それで「○○すればいいじゃないか」という意見があると「失敗したらどうするんだ!」の反論が出ます。
私もそういったとき反論します。でも、やってみて間違えたと思ったら引き返したり方向を変えても良いとも思っています。

日本は失敗と混沌を嫌うので、間違えがあると大バッシングとなる傾向があり、
また、政策等を実行するのも日本人なので、失敗を嫌いますし、混沌を起こすことを嫌いますし、バッシングや批判されるこを嫌います。

それで、根回ししたり、前例踏襲したり、権威を頼ったり、委員会にして多数決にしたり、
とにかく「自分は悪くない」という状況を作って政策なり計画を実行します。

それで成功すれば良いのですが、
行き詰ったり、失敗したりすると、その混沌の前に立ちすくみます。

本当なら撤退や方向転換の決断をしなくてはならないのですが、
その決断が本当に安心・安全・安定につながるのか自信が持てませんし、根回しのやり直しが必要ですし、決まったことを続けるのは踏襲なので楽ですが変化とは今進んでいるものが変わるということで持続に安定を見ている人にとっては抵抗が出てきます。
それで積極的な行動が取れなくなってしまいます。

そんなわけで、

ビルマで日本との戦いを指揮し、日本軍指導者の体質を“道徳的勇気の欠如”と指摘したイギリス軍のウィリアム・スリム司令官の言葉が想起されるわけです。

「自分たちが間違いを犯したこと、計画の練り直しが必要なことを認める勇気がない」
「日本軍は、計画がうまくいっている間は、アリのように非情で大胆である。
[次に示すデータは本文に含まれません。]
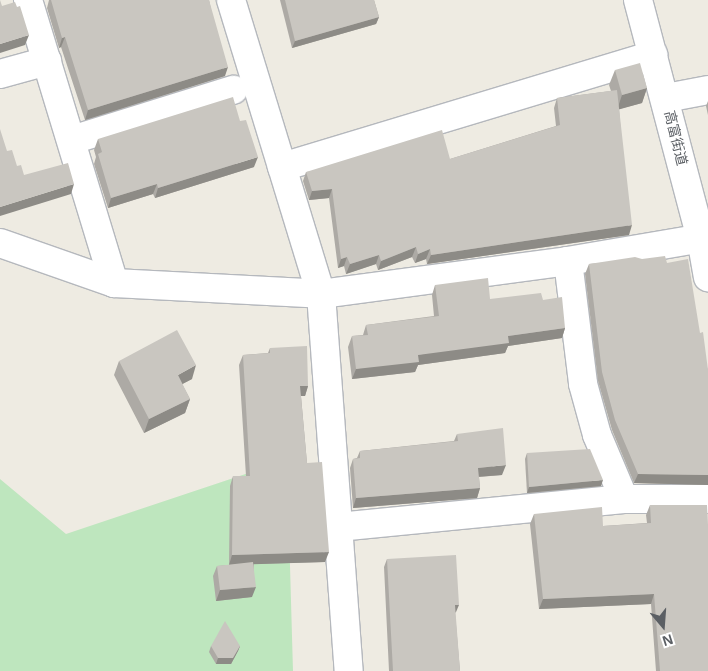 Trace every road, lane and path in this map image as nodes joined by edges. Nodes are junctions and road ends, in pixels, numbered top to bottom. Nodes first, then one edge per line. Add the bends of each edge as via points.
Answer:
1 (28, 0) edge
2 (231, 0) edge
3 (638, 0) edge
4 (654, 55) junction
5 (47, 61) junction
6 (0, 74) edge
7 (233, 90) dead end
8 (708, 90) edge
9 (666, 98) junction
10 (72, 140) junction
11 (282, 166) junction
12 (705, 237) edge
13 (0, 243) edge
14 (568, 261) junction
15 (708, 277) edge
16 (114, 283) junction
17 (321, 294) junction
18 (624, 499) junction
19 (708, 499) edge
20 (338, 527) junction
21 (349, 671) edge

1 - 5 street
2 - 11 street
3 - 4 street, 高富街道
4 - 9 street, 高富街道
4 - 11 street
5 - 6 street
5 - 10 street
7 - 10 street
8 - 9 street
9 - 12 street, 高富街道
10 - 16 street
11 - 17 street
12 - 14 street
12 - 15 street, 高富街道
13 - 16 street
14 - 17 street
14 - 18 street via 583,384 597,436
16 - 17 street
17 - 20 street
18 - 19 street
18 - 20 street
20 - 21 street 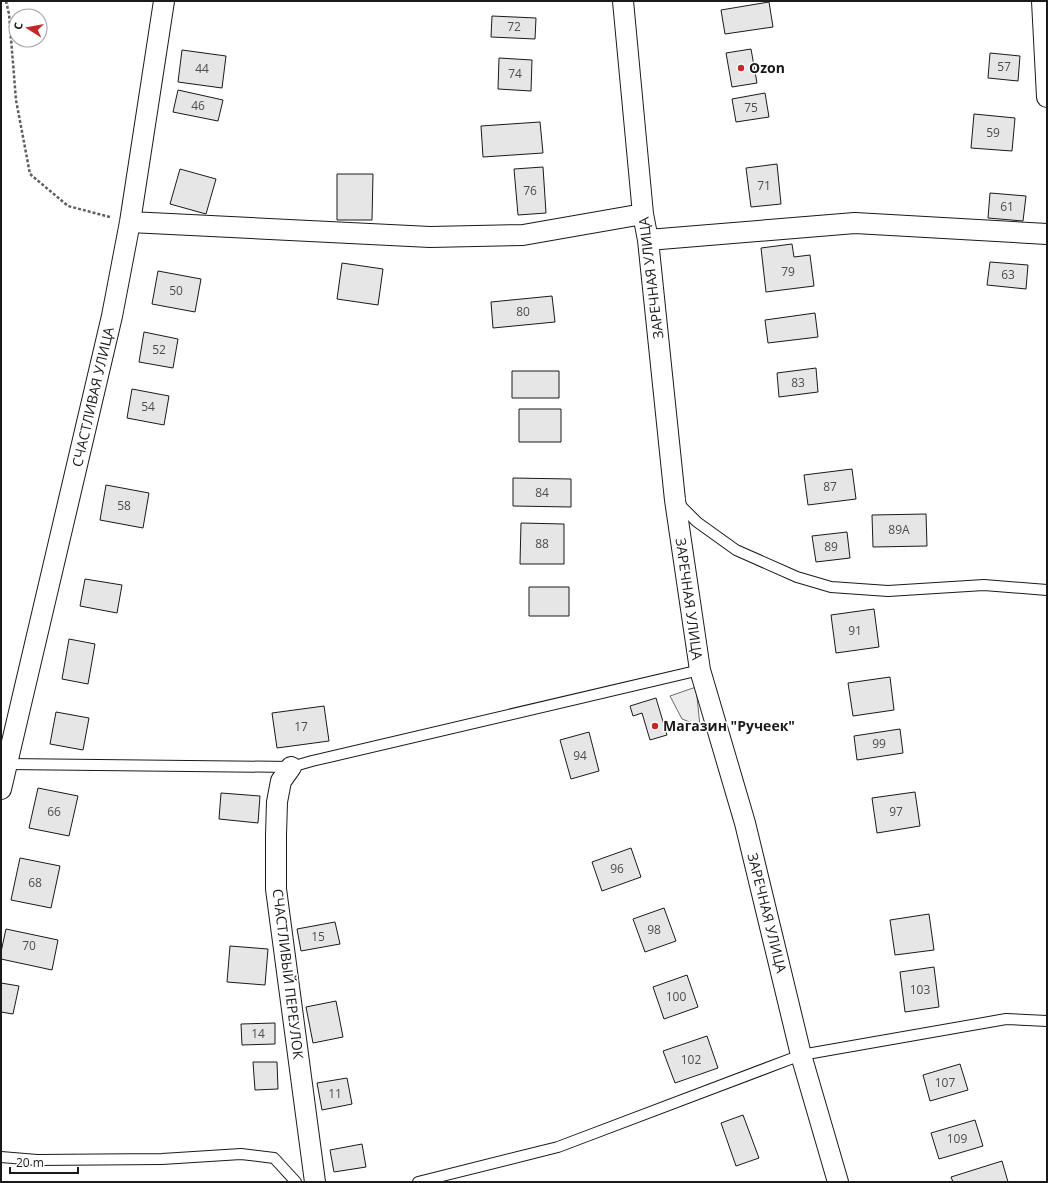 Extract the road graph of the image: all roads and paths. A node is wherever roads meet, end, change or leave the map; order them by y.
1 (6, 1) edge
2 (164, 1) edge
3 (623, 1) edge
4 (1042, 1) edge
5 (1047, 97) edge
6 (643, 214) junction
7 (130, 222) junction
8 (1047, 234) edge
9 (648, 240) junction
10 (675, 500) junction
11 (1047, 590) edge
12 (700, 670) junction
13 (7, 764) junction
14 (290, 768) junction
15 (1, 789) edge
16 (1047, 1021) edge
17 (802, 1055) junction
18 (1, 1157) edge
19 (296, 1182) edge
20 (315, 1182) edge
21 (418, 1182) edge
22 (838, 1182) edge

1 - 7 path
2 - 7 street, СЧАСТЛИВАЯ УЛИЦА
3 - 6 street, ЗАРЕЧНАЯ УЛИЦА
4 - 5 street
6 - 7 street
6 - 9 street, ЗАРЕЧНАЯ УЛИЦА
7 - 13 street, СЧАСТЛИВАЯ УЛИЦА
8 - 9 street
9 - 10 street, ЗАРЕЧНАЯ УЛИЦА
10 - 11 lane
10 - 12 street, ЗАРЕЧНАЯ УЛИЦА
12 - 14 lane
12 - 17 street, ЗАРЕЧНАЯ УЛИЦА
13 - 14 lane
13 - 15 street, СЧАСТЛИВАЯ УЛИЦА
14 - 20 street, СЧАСТЛИВЫЙ ПЕРЕУЛОК
16 - 17 lane
17 - 21 lane
17 - 22 street, ЗАРЕЧНАЯ УЛИЦА
18 - 19 lane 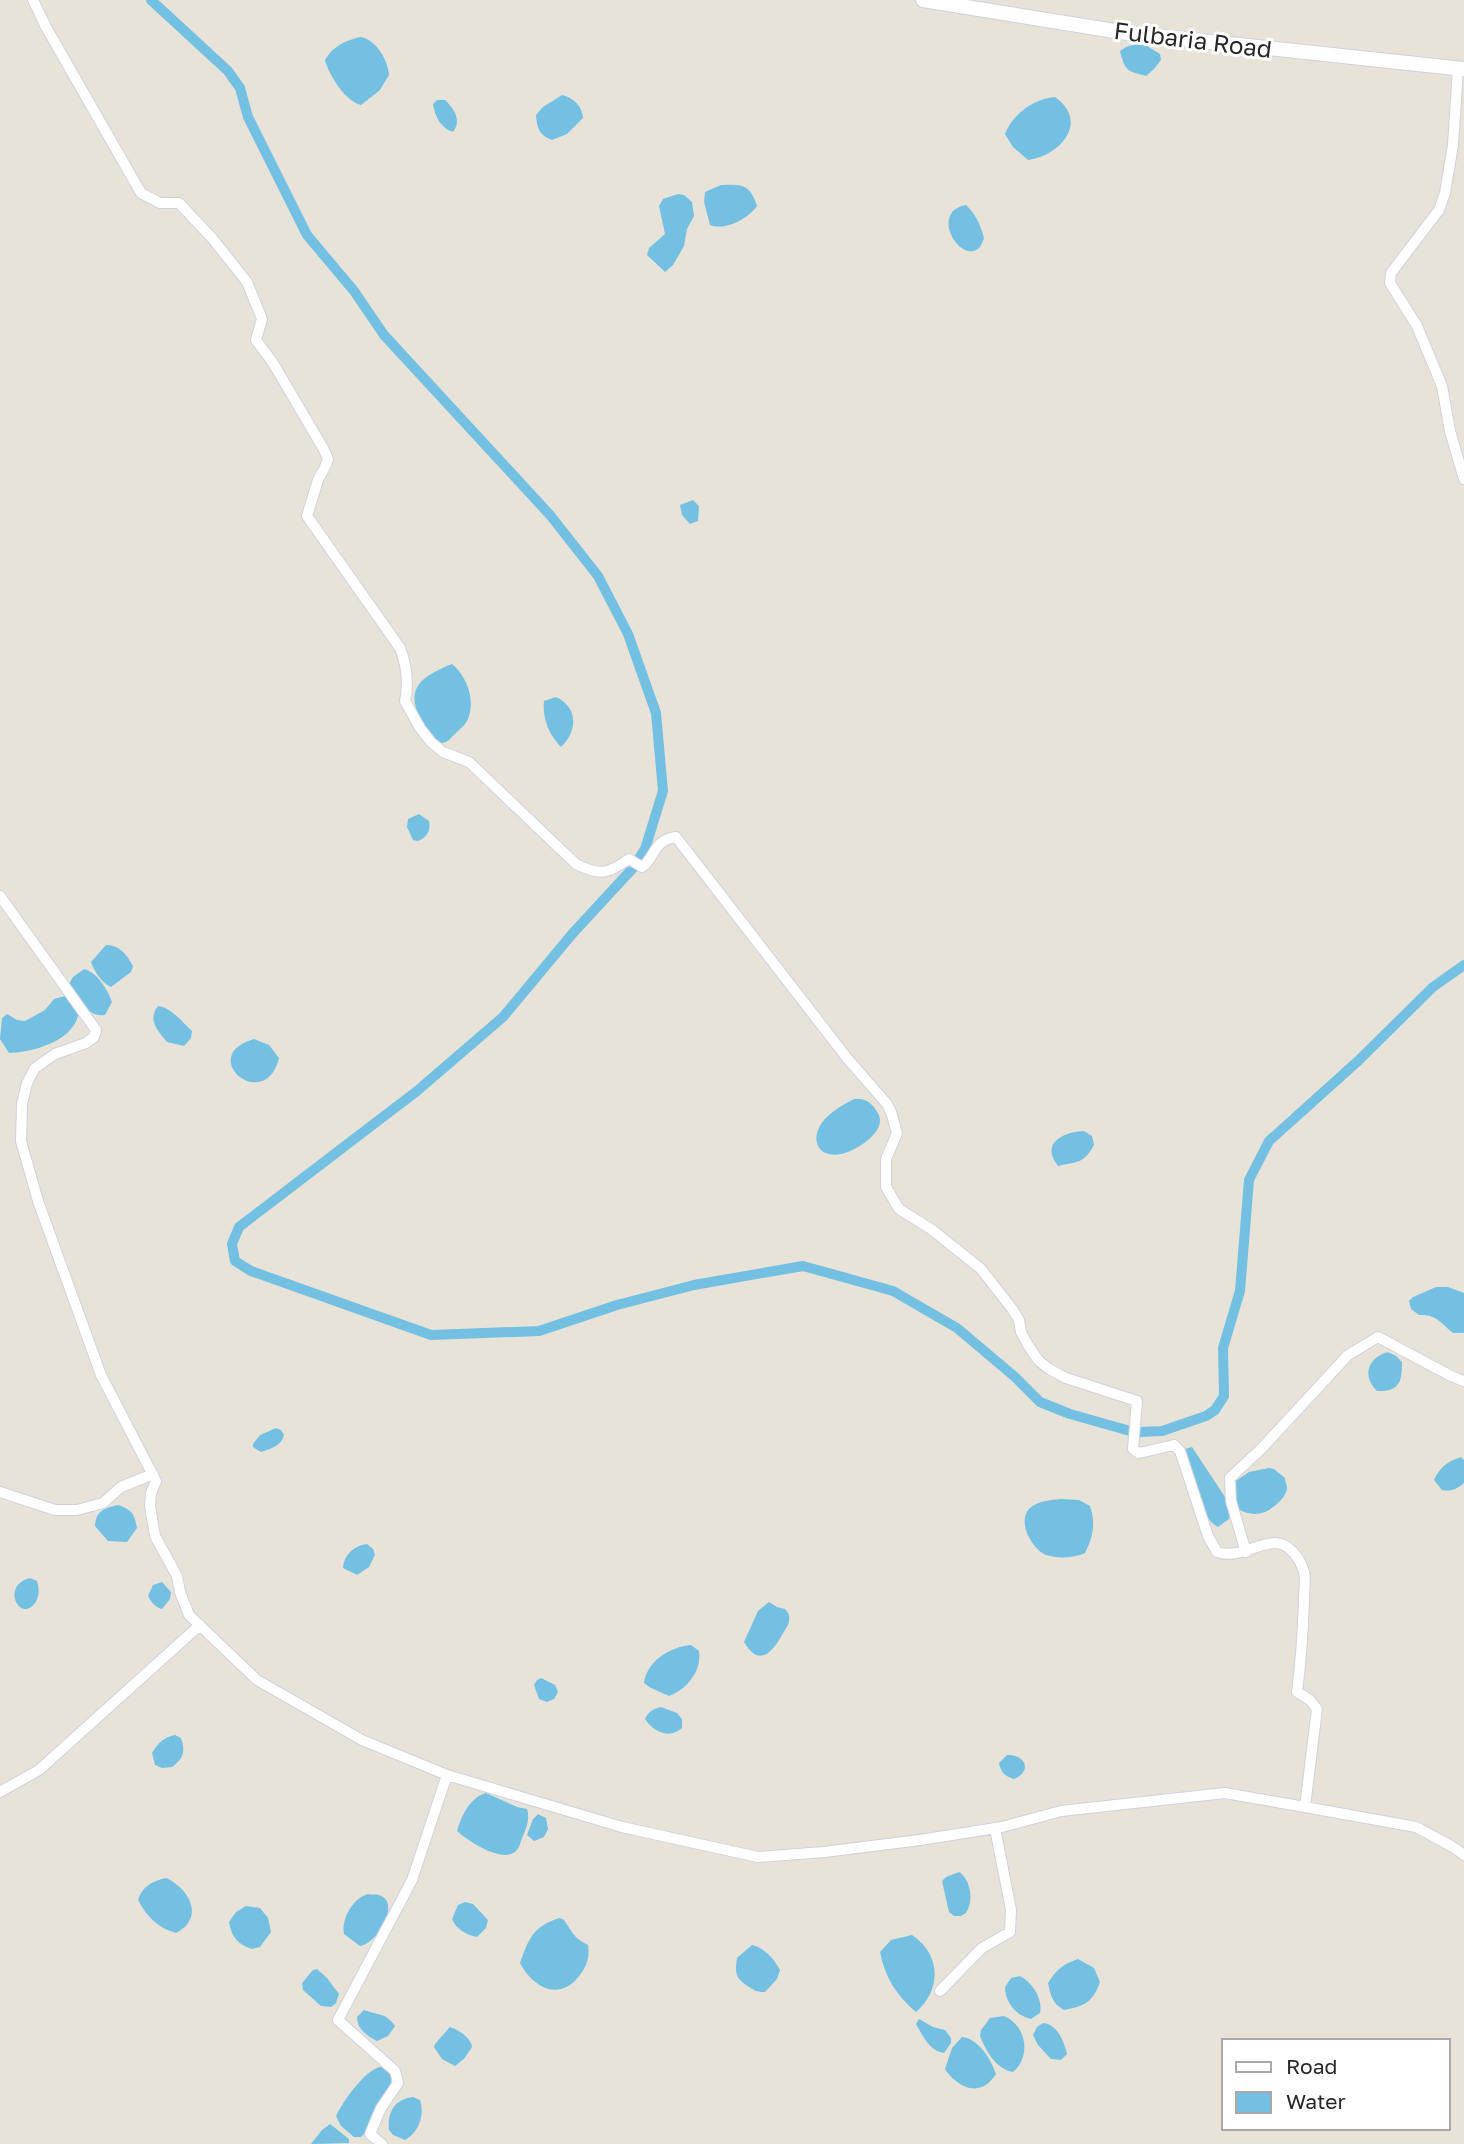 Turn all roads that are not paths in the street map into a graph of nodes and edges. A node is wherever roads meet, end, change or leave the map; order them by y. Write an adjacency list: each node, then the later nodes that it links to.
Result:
1 (33, 0): 9 (street)
2 (923, 0): 3 (main road, Fulbaria Road)
3 (1461, 69): 4 (street)
4 (1464, 479)
5 (0, 895): 7 (street)
6 (1464, 1381): 9 (street)
7 (153, 1474): 8 (street); 10 (street)
8 (0, 1492)
9 (1246, 1552): 13 (street)
10 (200, 1625): 11 (street); 12 (street)
11 (447, 1775): 14 (street); 17 (street)
12 (0, 1792)
13 (1305, 1807): 14 (street); 15 (street)
14 (995, 1828): 16 (street)
15 (1464, 1856)
16 (940, 1991)
17 (382, 2144) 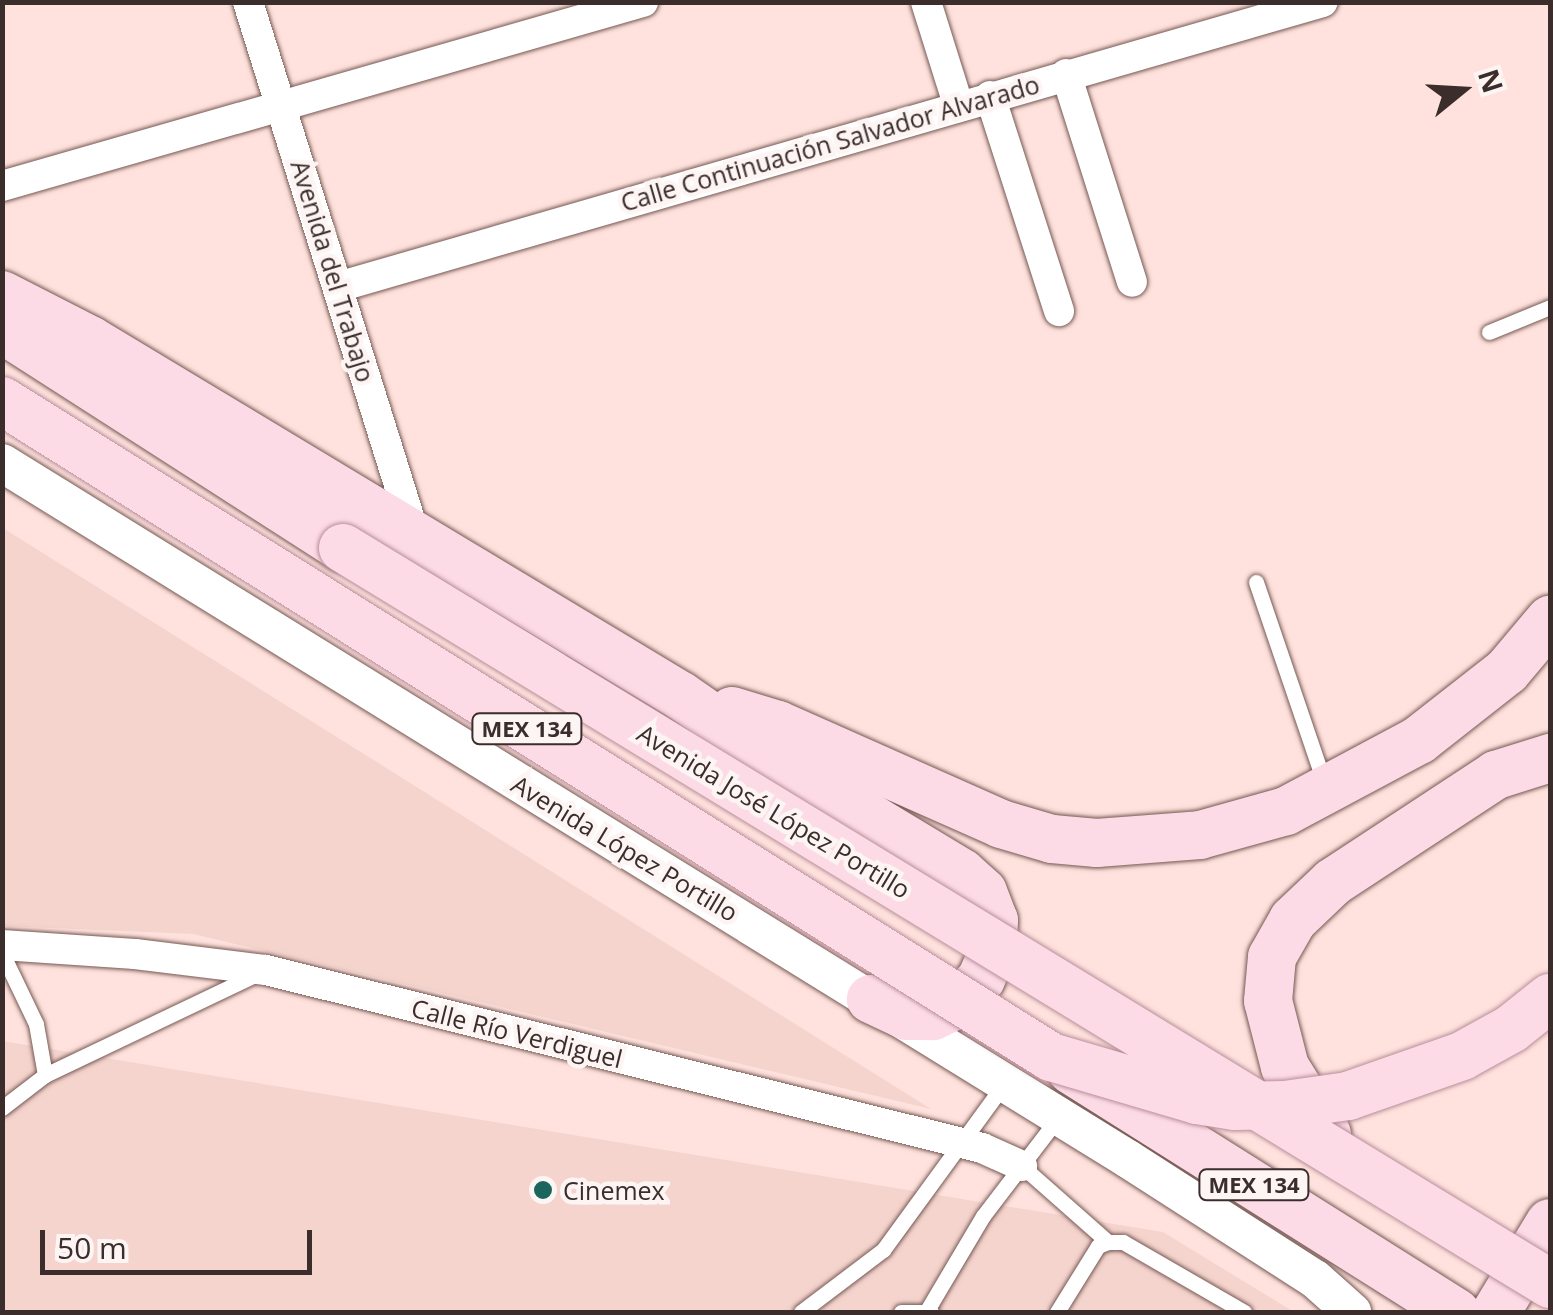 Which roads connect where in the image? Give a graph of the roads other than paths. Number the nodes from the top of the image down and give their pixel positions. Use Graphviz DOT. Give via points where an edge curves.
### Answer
graph roads {
  1 [pos="248,2"];
  2 [pos="643,2"];
  3 [pos="926,2"];
  4 [pos="1323,2"];
  5 [pos="1066,74"];
  6 [pos="990,96"];
  7 [pos="282,106"];
  8 [pos="958,107"];
  9 [pos="2,186"];
  10 [pos="1132,282"];
  11 [pos="338,287"];
  12 [pos="2,295"];
  13 [pos="1550,306"];
  14 [pos="1059,312"];
  15 [pos="2,329"];
  16 [pos="1489,332"];
  17 [pos="2,401"];
  18 [pos="2,463"];
  19 [pos="417,540"];
  20 [pos="1256,582"];
  21 [pos="1550,620"];
  22 [pos="681,696"];
  23 [pos="1550,758"];
  24 [pos="1327,792"];
  25 [pos="2,949"];
  26 [pos="266,970"];
  27 [pos="1550,998"];
  28 [pos="871,999"];
  29 [pos="1051,1057"];
  30 [pos="45,1075"];
  31 [pos="1005,1083"];
  32 [pos="2,1108"];
  33 [pos="1060,1116"];
  34 [pos="960,1145"];
  35 [pos="1343,1158"];
  36 [pos="1022,1166"];
  37 [pos="1550,1223"];
  38 [pos="1108,1242"];
  39 [pos="1550,1284"];
  40 [pos="802,1312"];
  41 [pos="901,1312"];
  42 [pos="928,1312"];
  43 [pos="1057,1312"];
  44 [pos="1244,1312"];
  45 [pos="1352,1312"];
  46 [pos="1456,1312"];
  47 [pos="1496,1312"];
  1 -- 7 [label="street, Avenida del Trabajo"];
  2 -- 7 [label="street"];
  3 -- 8 [label="street"];
  4 -- 5 [label="street, Calle Continuación Salvador Alvarado"];
  5 -- 6 [label="street, Calle Continuación Salvador Alvarado"];
  5 -- 10 [label="street"];
  6 -- 8 [label="street, Calle Continuación Salvador Alvarado"];
  6 -- 14 [label="street"];
  7 -- 9 [label="street"];
  7 -- 11 [label="street, Avenida del Trabajo"];
  8 -- 11 [label="street, Calle Continuación Salvador Alvarado"];
  11 -- 19 [label="street, Avenida del Trabajo"];
  12 -- 19 [label="main road" via="90,340"];
  13 -- 16 [label="lane"];
  15 -- 35 [label="main road, Avenida José López Portillo / MEX 134, bridge" via="342,548"];
  17 -- 29 [label="main road, MEX 134, bridge"];
  18 -- 28 [label="street, Avenida López Portillo"];
  19 -- 22 [label="main road"];
  20 -- 24 [label="lane"];
  21 -- 24 [label="main road" via="1469,704"];
  22 -- 24 [label="main road" via="778,726 1001,824 1052,839 1097,843 1200,835"];
  22 -- 28 [label="main road" via="983,892 994,920 993,952 958,1004 933,1016 906,1016"];
  23 -- 35 [label="main road, bridge" via="1496,774 1356,866 1303,906 1272,957 1268,1001 1285,1066"];
  25 -- 26 [label="street, Calle Río Verdiguel" via="135,954"];
  25 -- 30 [label="lane" via="36,1024"];
  26 -- 30 [label="lane"];
  26 -- 34 [label="street, Calle Río Verdiguel"];
  27 -- 29 [label="main road, bridge" via="1511,1029 1448,1062 1348,1096 1286,1105 1196,1100"];
  28 -- 31 [label="street, Avenida López Portillo"];
  29 -- 46 [label="main road, MEX 134, bridge"];
  30 -- 32 [label="lane"];
  31 -- 33 [label="street, Avenida López Portillo"];
  31 -- 34 [label="lane"];
  33 -- 36 [label="lane"];
  33 -- 45 [label="street, Avenida López Portillo" via="1334,1293"];
  34 -- 36 [label="street, Calle Río Verdiguel"];
  34 -- 40 [label="lane" via="882,1250"];
  35 -- 39 [label="main road, Avenida José López Portillo / MEX 134, bridge"];
  36 -- 38 [label="lane"];
  36 -- 42 [label="lane" via="983,1216"];
  37 -- 47 [label="main road"];
  38 -- 43 [label="lane" via="1098,1246"];
  38 -- 44 [label="lane" via="1122,1242"];
  41 -- 42 [label="lane"];
}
しかし、その計画が狂うと、アリのように混乱し、立て直しに手間取って、元の計画にいつまでもしがみつくのが常(以下略)」

これ、新型コロナが猛威をふるったなかでの東京オリンピック開催もそうでした。
そのころのアンケートでは、東京オリンピックを不安視する声も聞かれたのに、直前にあった、7月の東京都議会選挙では、民意として明確な反対は示されませんでした。
個々人ではそれなりに判断できても、決断までは行かないところは上から下まで一貫したものです。

今だって、与党自民の中には、老害が出て来ているし、統一教会との関係は断ち切れていないようだし、他の政策でもアンケートを取ればそれなりに不評は出てくるわけです。

でも、

それが選挙における決断にまではつながらないわけです。

岸田政権支持率も、与党支持率も、下げ止まっている感がありますし、
不支持の人も、消極的に不支持となっているだけで、隠れ自民党です。
プランAがダメだったとき、プランBとしての野党に支持を変える人はわずかです。
野党を選んだときの失敗と混沌を恐れ嫌っているわけです。
ですから現状維持となるのです。
「知らない悪より知った悪」です(どこかの国のことわざでこんな言葉があるそうです)。

こういった傾向はストレスがかかるほどに強くなります。

これが現在のタイプ6日本の姿です。